En consenso con lo que plantean otros expertos en el tema, Quimbayo advierte que es erróneo banalizar la complicada situación del proyecto de limpieza del río Bogotá, que se encuentra en un gran enredo jurídico y ya completa casi 25 años de atrasos, frustraciones y hasta sentencias incumplidas del Consejo de Estado.

Según Rafael Colmenares (2012) (5) aunque la urgencia de tratar las aguas residuales que se vierten al río Bogotá empezó a tener protagonismo en la década del 90 cuando se contrató por un billón setecientos mil  pesos a una firma francesa que se haría cargo de todo el proyecto, en 1998 la administración de Enrique Peñalosa se opuso vehemente al proyecto de limpieza. El hoy candidato canceló de manera unilateral el contrato y dejó al Distrito en una difícil situación jurídica que seis años más tarde obligaría a la ciudad a pagar una indemnización  multimillonaria (11 millones de dólares más las ganancias proyectadas por la compañía durante 24 años de ejecución).

El tema del saneamiento de las aguas del río Bogotá es tan complejo que requeriría un artículo completo para tratarlo hasta el día de hoy. Por lo pronto, más allá de promesas que se ven lindas y que en el fondo son usadas para justificar la urbanización insostenible del Altiplano, bastaría con que el futuro alcalde o alcaldesa de Bogotá se comprometiera a apoyar y sacar adelante el proyecto de recuperación del río Bogotá, que después de 25 años de espera y dinero enterrado en multas debido a malas decisiones políticas, aún parece ser una utopía.

Referencias

(1) Delgado, J. (2010). La construcción social del paisaje de la Sabana de Bogotá (1880-1890). Universidad Nacional de Colombia. Facultad de Ciencias Humanas. Departamento de Geografía.

(2) García Barriga, Hernando. Árboles de la Sabana de Bogotá. Revista de la Academia Colombiana de Ciencias Exactas, Físicas y Naturales. Vol.13, No.50 (Diciembre, 1968), p. 273-277.

(3) Ollero, A. (2008). Alteraciones geomorfológicas de los ríos en Europa y principios para la restauración de la dinámica fluvial. Expo Zaragoza. Semana temática: Agua para la vida. Eje temático: Ríos y sostenibilidad.

(4) Perfil Germán Andrés Quimbayo Ruiz Ecólogo de la Pontificia Universidad Javeriana (sede Bogotá) y magíster en Geografía de la Universidad de los Andes, Colombia. Con experiencia en asuntos de ordenamiento territorial, participación social y comunitaria en temas ambientales, con especial énfasis en ecosistemas y paisajes urbanos.
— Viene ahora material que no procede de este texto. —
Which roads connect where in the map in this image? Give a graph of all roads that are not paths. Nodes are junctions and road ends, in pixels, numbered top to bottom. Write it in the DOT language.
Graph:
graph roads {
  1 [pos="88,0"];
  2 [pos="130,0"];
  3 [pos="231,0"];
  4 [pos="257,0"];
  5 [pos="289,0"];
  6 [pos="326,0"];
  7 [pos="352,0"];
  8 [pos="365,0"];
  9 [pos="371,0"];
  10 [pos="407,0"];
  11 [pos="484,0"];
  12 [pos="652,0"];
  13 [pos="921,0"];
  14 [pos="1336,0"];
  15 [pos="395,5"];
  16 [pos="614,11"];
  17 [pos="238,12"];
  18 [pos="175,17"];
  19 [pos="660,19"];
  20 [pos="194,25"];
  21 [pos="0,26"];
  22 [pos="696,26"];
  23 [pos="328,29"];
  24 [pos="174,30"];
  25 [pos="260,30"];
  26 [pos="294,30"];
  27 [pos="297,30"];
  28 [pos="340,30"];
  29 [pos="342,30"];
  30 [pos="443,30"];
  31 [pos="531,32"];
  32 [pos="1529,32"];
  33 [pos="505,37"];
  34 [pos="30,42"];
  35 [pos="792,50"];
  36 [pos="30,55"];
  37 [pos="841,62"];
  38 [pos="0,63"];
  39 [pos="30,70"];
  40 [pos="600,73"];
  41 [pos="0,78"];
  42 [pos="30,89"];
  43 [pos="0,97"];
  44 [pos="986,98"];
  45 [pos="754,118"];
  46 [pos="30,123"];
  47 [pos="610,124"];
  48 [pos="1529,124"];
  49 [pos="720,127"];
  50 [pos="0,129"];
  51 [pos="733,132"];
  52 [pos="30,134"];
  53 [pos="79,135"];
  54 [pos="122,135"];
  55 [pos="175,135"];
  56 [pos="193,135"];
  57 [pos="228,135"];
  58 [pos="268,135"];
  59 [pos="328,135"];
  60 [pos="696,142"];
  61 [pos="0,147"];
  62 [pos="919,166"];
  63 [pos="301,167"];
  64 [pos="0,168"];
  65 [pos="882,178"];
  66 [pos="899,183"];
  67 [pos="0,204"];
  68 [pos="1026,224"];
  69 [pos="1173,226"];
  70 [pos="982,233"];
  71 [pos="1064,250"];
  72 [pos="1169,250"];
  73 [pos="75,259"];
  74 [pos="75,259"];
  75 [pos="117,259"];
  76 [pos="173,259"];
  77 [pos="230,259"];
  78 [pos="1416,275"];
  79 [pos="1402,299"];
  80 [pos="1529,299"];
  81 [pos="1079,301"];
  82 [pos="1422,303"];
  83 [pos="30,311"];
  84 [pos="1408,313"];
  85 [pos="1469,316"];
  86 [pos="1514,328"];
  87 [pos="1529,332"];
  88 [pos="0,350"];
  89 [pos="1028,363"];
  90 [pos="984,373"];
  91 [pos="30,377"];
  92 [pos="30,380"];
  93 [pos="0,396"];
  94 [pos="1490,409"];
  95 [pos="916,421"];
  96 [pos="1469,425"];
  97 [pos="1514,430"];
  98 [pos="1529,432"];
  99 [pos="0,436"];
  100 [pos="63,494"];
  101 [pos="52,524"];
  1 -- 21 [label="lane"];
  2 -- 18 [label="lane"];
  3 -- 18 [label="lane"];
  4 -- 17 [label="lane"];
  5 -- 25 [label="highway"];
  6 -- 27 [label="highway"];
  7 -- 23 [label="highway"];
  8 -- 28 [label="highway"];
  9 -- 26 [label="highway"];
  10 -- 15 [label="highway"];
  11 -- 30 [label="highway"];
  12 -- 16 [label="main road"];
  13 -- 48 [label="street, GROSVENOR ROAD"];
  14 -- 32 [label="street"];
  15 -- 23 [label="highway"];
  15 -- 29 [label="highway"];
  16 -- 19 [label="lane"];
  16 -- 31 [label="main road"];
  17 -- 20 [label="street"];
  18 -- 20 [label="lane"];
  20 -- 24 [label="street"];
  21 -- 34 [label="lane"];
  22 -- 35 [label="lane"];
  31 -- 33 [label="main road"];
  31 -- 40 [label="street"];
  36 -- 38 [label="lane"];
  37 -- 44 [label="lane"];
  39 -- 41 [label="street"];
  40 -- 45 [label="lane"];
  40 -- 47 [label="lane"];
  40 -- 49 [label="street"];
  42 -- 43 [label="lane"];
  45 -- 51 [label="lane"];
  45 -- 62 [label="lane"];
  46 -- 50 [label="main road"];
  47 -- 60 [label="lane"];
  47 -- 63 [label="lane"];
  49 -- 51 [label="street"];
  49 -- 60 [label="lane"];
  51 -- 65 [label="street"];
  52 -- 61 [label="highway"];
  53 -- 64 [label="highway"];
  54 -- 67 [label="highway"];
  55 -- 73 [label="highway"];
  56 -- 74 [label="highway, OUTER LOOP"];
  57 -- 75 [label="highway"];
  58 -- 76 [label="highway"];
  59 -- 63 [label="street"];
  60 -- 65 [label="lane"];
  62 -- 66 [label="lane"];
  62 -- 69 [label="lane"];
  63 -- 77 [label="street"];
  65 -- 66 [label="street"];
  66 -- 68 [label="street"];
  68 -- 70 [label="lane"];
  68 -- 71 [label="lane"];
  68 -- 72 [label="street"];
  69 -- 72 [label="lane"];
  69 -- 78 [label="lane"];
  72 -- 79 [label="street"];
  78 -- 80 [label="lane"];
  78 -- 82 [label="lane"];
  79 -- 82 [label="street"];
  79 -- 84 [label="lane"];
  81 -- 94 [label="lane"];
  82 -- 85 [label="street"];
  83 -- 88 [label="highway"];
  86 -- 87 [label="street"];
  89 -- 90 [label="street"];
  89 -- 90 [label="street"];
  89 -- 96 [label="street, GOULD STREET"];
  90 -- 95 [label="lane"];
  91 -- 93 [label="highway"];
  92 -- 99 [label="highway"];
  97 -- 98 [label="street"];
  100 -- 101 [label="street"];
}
Interesado en el análisis de problemáticas y políticas públicas ambientales desde los enfoques de la ecología política, la historia ambiental y los estudios de cambio del paisaje. Ha trabajado con instituciones como la Secretaría Distrital de Ambiente de Bogotá, y en el Instituto de Investigación de Recursos Biológicos Alexander von Humboldt en donde fue investigador en biodiversidad en entornos urbano-regionales. Asimismo, ha sido colaborador de la Fundación Humedales Bogotá desde el año 2011. Actualmente es investigador independiente y consultor ambiental.

(5) Colmenares, R. ¿Qué sociedad se refleja en el río Bogotá?. Revista digital Razón Pública. Julio 16 de 2012.